Looking out towards the small courtyard at the front of our home, I watched my mother gingerly stumble back inside, evidently shaken. 

There was crashing and yelling coming from the other end of the road, which wasn’t unusual, considering the older ladies usually sold off their food there. Still, one particularly gut-churning sound dragged my mother outside. Gunfire.

Nonetheless, she held herself together, clutching her hanbok tightly to stop herself from trembling. 

I stood in the middle of my bedroom, away from the fragile, paper windows as she’d instructed.

A deep breath later, and she was standing right outside my room.

She wasted no time in thinking of what to say. Almost as if she’d rehearsed it.

“Hyeon-woo, listen to me very carefully,” she said, bracing herself against the entrance. Her legs looked like they were about to give out. The blood had begun to recede from her face, making her look ill.

“What’s… what’s going on?!” I pressed, frozen with fear. My body endured waves of tingling that oscillated up and down the length of it, each pass feeling more painful than the last.

“Men are coming to our door.

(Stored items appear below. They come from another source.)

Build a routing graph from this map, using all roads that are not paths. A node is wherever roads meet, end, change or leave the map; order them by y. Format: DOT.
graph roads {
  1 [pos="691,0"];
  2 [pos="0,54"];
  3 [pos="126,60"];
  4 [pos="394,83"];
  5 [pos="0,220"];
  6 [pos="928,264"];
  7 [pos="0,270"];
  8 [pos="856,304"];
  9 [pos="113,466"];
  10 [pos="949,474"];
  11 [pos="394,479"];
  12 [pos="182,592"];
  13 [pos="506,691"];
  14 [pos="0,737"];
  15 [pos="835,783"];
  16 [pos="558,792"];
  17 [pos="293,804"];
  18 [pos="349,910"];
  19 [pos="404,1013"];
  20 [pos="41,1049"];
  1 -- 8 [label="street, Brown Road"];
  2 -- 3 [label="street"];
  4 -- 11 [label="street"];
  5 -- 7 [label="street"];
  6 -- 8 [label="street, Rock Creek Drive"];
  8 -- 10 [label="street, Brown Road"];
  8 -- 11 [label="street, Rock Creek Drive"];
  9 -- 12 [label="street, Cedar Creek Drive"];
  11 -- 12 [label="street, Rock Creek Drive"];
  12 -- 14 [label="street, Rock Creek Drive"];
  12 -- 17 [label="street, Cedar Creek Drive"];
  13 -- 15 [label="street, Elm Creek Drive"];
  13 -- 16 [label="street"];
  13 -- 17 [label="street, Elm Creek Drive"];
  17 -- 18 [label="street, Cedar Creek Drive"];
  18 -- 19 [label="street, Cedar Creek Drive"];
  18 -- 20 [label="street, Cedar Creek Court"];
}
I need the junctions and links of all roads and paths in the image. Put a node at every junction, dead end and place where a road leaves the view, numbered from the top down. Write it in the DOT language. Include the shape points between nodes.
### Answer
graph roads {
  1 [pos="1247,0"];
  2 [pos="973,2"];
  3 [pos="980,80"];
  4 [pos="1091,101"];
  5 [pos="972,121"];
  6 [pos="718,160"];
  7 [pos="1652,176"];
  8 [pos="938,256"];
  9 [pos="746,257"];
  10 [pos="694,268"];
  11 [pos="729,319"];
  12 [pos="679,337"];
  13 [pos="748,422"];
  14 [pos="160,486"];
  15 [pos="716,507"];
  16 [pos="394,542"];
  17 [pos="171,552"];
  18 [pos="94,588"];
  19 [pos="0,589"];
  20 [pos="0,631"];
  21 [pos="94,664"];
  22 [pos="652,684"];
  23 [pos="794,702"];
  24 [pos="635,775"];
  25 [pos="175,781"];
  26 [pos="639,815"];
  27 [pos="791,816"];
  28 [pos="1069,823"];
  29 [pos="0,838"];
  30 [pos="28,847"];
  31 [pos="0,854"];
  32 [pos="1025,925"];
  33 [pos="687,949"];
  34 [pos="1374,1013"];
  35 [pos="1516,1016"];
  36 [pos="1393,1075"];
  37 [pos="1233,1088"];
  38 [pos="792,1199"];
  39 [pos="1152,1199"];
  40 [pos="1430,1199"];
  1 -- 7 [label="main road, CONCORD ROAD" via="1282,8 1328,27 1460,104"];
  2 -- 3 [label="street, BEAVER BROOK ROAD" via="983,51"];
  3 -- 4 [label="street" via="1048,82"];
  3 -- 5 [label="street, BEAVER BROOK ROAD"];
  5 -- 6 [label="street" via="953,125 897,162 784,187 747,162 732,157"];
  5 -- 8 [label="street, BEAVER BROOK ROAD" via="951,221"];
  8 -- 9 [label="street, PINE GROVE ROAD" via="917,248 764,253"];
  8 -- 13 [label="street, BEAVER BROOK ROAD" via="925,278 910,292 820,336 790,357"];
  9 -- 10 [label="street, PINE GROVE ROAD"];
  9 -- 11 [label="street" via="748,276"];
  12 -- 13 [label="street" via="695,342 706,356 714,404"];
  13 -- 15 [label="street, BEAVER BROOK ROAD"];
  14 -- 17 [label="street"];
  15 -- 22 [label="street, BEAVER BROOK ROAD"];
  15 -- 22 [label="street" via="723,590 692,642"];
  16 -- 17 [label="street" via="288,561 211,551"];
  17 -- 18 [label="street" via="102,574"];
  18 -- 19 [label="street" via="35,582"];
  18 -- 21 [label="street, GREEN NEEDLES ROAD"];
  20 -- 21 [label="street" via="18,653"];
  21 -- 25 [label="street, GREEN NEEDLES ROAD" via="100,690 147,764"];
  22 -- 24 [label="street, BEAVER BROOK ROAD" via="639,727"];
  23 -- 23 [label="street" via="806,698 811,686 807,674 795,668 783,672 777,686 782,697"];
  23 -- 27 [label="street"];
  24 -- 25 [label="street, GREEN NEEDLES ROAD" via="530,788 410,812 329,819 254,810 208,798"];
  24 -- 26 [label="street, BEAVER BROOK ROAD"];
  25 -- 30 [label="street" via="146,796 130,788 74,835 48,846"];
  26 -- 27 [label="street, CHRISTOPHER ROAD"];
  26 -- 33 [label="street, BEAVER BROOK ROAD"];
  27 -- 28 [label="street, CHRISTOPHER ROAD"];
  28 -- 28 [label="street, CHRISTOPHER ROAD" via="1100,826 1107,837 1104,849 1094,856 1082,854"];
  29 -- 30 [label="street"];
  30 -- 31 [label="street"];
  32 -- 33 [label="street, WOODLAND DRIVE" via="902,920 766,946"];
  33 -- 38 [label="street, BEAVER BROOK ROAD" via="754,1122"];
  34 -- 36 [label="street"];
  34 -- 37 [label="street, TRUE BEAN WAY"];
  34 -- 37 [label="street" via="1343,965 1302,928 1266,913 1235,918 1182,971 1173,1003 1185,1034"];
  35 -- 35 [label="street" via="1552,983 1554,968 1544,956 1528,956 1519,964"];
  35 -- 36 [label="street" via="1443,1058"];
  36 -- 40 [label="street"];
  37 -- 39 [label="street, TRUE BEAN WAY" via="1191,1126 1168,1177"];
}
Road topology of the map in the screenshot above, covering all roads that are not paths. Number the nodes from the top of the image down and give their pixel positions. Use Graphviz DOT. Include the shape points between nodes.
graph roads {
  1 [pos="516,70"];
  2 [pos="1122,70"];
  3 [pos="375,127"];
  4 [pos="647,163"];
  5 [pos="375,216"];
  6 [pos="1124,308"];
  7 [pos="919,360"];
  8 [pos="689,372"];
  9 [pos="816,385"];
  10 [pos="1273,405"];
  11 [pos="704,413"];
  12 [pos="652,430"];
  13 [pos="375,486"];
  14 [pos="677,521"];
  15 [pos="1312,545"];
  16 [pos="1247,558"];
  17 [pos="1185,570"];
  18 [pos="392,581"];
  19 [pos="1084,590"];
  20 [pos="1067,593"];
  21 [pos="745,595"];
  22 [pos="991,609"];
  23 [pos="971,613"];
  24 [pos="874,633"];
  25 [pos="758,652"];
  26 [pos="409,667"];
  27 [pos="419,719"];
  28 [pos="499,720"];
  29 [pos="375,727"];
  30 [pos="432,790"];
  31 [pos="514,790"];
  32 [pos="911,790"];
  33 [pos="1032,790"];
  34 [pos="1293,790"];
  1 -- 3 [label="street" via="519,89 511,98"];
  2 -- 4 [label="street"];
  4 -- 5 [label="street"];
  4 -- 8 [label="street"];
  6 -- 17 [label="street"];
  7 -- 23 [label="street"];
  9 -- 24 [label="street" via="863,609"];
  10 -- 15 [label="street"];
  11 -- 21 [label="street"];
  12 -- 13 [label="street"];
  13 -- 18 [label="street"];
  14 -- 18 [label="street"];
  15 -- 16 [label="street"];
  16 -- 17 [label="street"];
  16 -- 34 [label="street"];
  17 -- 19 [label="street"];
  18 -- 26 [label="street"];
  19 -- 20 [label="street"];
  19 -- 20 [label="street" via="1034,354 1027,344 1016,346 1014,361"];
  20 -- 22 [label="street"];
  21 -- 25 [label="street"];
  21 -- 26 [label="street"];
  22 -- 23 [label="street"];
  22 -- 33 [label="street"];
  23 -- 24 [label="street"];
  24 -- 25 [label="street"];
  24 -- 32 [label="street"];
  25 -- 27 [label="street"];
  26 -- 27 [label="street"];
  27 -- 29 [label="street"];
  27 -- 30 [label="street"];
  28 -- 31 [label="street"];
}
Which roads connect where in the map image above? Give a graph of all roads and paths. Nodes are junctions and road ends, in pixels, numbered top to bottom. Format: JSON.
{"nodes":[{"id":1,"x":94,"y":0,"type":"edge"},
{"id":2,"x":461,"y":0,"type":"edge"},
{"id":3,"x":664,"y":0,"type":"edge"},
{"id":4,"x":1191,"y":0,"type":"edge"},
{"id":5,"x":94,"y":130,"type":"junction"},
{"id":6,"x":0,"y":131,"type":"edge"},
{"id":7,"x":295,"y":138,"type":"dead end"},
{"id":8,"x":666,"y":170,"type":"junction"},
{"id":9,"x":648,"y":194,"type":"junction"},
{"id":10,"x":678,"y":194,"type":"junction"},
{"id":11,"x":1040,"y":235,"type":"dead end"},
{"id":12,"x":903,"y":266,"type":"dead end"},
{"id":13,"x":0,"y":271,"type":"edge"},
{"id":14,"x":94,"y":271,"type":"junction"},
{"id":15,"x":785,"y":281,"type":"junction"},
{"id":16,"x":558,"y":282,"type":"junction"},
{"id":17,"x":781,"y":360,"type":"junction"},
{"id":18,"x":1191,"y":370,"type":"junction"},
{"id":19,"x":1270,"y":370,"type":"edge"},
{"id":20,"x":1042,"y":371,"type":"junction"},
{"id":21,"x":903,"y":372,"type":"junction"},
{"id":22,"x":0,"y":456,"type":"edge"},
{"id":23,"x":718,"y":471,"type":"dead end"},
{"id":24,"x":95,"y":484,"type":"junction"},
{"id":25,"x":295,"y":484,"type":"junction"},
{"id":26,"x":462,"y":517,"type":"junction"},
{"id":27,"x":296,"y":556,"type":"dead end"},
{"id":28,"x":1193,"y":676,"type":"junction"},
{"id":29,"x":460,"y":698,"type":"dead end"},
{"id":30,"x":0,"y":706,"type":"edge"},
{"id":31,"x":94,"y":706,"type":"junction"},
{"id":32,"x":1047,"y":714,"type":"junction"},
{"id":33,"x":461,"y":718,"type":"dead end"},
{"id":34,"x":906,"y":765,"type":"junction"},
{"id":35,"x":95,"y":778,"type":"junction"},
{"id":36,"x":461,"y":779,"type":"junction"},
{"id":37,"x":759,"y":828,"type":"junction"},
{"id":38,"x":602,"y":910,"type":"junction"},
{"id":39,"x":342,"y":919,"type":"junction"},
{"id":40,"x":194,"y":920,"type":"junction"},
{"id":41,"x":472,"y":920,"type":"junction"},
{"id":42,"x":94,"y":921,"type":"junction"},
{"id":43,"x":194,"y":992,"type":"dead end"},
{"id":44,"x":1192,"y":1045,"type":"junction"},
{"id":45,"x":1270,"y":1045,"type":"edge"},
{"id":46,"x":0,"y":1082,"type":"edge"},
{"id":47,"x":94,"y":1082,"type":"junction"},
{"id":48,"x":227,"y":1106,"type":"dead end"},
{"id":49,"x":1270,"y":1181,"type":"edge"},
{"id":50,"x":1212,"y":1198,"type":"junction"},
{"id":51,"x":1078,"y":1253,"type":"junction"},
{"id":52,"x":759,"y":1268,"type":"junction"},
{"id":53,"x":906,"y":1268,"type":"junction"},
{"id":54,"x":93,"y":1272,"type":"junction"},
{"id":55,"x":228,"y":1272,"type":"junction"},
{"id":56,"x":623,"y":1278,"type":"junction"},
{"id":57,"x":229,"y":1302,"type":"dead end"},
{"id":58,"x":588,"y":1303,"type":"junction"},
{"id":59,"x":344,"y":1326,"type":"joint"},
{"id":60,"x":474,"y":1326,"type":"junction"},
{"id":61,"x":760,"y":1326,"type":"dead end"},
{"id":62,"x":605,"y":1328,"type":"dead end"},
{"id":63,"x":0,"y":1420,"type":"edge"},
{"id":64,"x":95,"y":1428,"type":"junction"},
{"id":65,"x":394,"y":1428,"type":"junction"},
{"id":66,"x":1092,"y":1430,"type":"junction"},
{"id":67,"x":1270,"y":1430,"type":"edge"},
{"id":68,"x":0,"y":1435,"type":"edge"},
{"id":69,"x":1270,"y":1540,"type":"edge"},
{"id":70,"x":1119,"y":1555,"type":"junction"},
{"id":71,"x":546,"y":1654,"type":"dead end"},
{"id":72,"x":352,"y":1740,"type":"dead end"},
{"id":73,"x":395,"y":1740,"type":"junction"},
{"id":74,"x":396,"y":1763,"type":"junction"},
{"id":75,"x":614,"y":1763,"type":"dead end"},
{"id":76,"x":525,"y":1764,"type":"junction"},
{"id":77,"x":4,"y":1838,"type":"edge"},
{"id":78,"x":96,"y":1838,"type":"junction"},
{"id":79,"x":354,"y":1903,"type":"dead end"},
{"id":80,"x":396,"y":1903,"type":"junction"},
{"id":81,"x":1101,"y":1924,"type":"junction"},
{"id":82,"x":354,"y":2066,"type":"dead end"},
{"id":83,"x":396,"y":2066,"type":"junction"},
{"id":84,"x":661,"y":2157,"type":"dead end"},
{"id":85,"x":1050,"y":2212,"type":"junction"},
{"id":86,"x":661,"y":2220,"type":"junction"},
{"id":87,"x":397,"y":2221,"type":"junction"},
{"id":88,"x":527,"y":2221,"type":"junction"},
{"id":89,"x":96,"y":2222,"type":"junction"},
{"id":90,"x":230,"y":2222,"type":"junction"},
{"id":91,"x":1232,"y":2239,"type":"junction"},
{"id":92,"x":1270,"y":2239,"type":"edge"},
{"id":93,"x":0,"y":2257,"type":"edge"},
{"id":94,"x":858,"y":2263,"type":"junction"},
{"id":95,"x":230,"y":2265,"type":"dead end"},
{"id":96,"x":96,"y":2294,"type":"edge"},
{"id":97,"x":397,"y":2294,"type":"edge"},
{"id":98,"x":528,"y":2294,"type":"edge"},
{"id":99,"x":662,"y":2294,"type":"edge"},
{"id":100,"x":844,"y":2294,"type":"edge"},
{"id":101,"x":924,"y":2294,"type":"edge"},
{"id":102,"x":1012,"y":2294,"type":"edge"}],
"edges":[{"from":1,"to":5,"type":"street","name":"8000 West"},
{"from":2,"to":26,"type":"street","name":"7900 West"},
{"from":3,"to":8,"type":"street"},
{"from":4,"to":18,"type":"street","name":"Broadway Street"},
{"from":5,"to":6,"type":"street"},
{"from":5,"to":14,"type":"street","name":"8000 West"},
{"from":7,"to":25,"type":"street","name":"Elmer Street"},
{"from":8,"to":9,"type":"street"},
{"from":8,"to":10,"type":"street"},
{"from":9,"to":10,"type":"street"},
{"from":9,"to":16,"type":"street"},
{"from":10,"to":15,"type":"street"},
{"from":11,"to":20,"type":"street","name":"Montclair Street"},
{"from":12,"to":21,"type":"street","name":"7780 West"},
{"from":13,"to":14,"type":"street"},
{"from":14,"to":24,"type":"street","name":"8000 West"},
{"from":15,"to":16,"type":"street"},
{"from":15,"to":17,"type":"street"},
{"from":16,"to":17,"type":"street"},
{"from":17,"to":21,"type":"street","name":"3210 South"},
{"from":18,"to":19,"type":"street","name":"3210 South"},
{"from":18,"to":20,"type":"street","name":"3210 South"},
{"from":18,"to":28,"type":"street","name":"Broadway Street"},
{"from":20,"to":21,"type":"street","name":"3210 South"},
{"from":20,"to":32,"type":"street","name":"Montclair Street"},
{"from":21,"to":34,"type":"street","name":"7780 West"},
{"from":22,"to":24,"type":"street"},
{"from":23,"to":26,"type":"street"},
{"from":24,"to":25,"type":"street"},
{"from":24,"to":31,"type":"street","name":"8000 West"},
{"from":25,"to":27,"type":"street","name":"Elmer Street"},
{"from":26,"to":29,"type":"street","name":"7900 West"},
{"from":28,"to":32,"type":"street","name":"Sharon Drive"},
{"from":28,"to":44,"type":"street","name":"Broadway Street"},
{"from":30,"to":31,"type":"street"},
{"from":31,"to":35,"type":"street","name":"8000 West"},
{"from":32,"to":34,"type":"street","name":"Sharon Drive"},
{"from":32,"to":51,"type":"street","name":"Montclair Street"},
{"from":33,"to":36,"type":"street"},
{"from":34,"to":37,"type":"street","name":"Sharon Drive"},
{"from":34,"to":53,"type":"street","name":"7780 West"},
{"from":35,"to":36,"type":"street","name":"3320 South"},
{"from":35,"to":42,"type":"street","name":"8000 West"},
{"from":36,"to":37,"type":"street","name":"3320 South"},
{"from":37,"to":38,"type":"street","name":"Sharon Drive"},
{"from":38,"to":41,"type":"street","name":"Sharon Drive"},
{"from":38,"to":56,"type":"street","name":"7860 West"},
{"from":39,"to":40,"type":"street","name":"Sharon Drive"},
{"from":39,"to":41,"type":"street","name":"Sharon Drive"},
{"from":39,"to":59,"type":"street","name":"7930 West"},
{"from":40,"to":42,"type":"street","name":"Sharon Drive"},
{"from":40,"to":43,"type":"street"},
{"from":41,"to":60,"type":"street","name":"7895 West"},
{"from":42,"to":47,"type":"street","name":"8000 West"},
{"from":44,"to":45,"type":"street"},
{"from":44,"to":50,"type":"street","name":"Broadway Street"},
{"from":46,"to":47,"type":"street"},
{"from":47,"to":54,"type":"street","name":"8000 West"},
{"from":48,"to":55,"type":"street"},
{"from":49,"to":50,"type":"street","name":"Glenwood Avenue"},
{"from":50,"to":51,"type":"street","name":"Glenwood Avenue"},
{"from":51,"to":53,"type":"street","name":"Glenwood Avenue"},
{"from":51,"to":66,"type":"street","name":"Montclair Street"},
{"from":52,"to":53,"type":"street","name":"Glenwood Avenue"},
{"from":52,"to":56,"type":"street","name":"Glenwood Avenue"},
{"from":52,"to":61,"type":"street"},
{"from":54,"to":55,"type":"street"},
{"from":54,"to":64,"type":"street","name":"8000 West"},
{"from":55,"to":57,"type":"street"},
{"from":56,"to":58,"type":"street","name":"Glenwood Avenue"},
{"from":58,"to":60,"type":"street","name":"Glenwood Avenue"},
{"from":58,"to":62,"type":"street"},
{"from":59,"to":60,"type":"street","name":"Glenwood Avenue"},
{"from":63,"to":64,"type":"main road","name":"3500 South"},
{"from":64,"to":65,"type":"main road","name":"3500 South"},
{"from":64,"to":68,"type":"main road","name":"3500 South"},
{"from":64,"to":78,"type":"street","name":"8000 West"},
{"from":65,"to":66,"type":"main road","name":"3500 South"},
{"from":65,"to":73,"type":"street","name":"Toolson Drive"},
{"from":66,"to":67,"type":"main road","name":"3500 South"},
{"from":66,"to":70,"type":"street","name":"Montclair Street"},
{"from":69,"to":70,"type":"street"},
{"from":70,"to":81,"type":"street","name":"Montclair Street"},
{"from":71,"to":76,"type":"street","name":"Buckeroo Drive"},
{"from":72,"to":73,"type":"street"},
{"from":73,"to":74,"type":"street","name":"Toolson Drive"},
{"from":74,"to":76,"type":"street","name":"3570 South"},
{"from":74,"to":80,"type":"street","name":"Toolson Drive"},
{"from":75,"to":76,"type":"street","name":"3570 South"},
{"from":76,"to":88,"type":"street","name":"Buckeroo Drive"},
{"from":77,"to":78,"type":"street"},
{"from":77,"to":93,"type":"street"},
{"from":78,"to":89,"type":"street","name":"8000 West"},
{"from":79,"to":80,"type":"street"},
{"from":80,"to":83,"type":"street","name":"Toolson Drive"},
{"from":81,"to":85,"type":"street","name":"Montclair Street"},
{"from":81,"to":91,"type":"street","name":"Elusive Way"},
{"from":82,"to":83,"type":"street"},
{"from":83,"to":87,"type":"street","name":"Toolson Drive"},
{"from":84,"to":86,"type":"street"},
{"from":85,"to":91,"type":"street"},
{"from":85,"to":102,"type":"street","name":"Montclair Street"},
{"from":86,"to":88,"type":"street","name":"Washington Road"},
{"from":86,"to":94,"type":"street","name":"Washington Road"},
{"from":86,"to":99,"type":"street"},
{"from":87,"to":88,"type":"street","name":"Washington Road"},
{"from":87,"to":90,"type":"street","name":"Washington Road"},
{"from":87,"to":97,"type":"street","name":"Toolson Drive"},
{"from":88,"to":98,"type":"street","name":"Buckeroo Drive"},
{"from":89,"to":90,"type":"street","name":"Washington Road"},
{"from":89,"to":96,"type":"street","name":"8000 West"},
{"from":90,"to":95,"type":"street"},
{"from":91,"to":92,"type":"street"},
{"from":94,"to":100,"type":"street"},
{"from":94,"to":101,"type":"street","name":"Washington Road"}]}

They have rifles.”

“Rif-!” I interrupted, but she wasn’t interested in hearing me speak. My mother usually spoke with a kind of gentle authority, but I’d never seen her so serious.

“Listen,” she continued, looking me directly in the eyes whilst slowly approaching me.

“They have rifles, and they’re coming to take us away. Your father and I decided what I would do if it came to this, so do exactly as I say, you hear me? I’ll try to stall them from coming in, but I won’t resist much. In the meantime, find Youngmi… and run.”

“But… Mother, I can’t leave you! What if-!” I pleaded. 

As if she knew exactly what I’d say, she cut me off once again.

She was now only inches away and looking up at me, almost as if she was studying my face with her eyes.

“They won’t kill an old lady like me, darling,” she assured me, reaching up to run her fingers through my hair. Her hands felt abnormally cold.

“So don’t worry, and just go. I’ll be fine. I’ll find Youngmi’s mother and stick with her. We’ll keep each other company.”

“But… Father told me to protect you! I-I can’t, Mother!” I resisted, balling my hands into fists by my sides. My mother’s eyebrows began to quiver, her rehearsed facade slowly beginning to break.

Tears began to fall from my eyes before I was conscious that I was crying. I knew there was no escaping this situation, but still, I couldn’t just leave the woman I love the most to die.

“Please, just… please listen to me?” she pleaded. 

“Grab Youngmi, and head straight up Mt. Jinsan. Just past the rest stop halfway, there’ll be a plateau,” she continued.

She knows about the plateau?

“If you continue running east, you should eventually hear a waterfall around there…use it to-”

The increasingly loud shouting at the end of the street, coupled with the screams of women, grew closer. 

Panicked by this, my mother sped up her speech. She knew we were running out of time, but it seemed like she wanted to say everything she possibly could before I left. 

It felt like she knew something I didn’t… like we’d never see each other again.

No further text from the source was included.